Auf ein Wort – der monatliche geistliche Impuls
Unter diesem Stichwort können Sie ab diesem Monat einen Impuls finden, der zum Nachdenken und vor allem zum Nachleben anregen soll.
Die spirituellen Impulse sollen den eigenen Gedanken auf die Sprünge helfen und zur Inspiration, zur Stärkung und auch zum Trost verhelfen. In vielfältigen Perspektiven und mit unterschiedlichen thematischen Stichworten wird das glaubende Vertrauen als Grund und Ziel menschlichen Lebens beschrieben, damit die Möglichkeit glücklichen und gelingenden Leben wirklich werden kann.

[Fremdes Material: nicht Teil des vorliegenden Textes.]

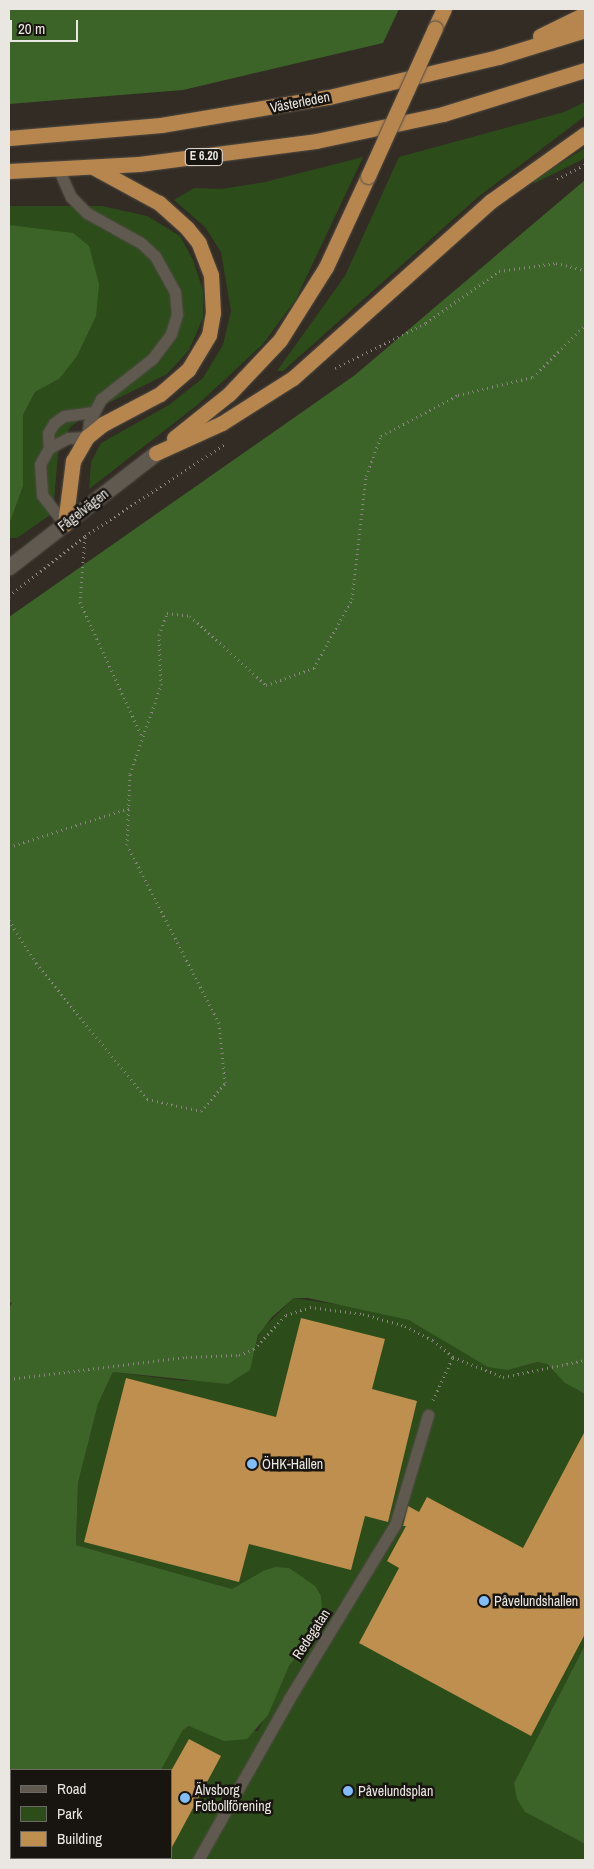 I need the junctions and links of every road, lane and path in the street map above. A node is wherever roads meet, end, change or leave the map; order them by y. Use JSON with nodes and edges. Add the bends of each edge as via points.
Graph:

Im Laufe der Zeit wird sich ein Fundus solcher spirituellen Impulse ansammeln, der zum Stöbern einlädt und ggf. zur eigenen Vergewisserung führt.
»Nie wieder« ist Jetzt!
Im November 2023 treffen sich führende Mitglieder der rechtsextremen Szene und AfD-Mitglieder in einem Hotel in der Nähe Potsdams. Dort wird beschönigend »Remigration« genannt, was Massenvertreibung von Menschen mit Migrationshintergrund aus Deutschland meint. Das Bekanntwerden dieses Treffens, hat bundesweit eine Welle des Protestes ausgelöst.
Seitdem ist die bislang eher schweigende »Mitte der Gesellschaft« aufgewacht. Menschen begeben sich zu hunderttausenden auf die Straßen, um ihren entschiedenen Widerstand gegen die menschenverachtenden Haltungen rechter Gruppen und der AfD zum Ausdruck zu bringen – Gott sei Dank, endlich!
Das eigene Schweigen gegenüber sozialer Ausgrenzung und Missachtung der Würde aller Menschen bringt viel Schlimmes ein: Es verhilft, dass andere noch viel lauter schreien.
Das ist keine neue Erkenntnis. - »Alles, was das Böse braucht, um zu obsiegen, sind gute Menschen, die nichts tun.« sagte irisch-britische Staatsphilosoph Edmund Burke.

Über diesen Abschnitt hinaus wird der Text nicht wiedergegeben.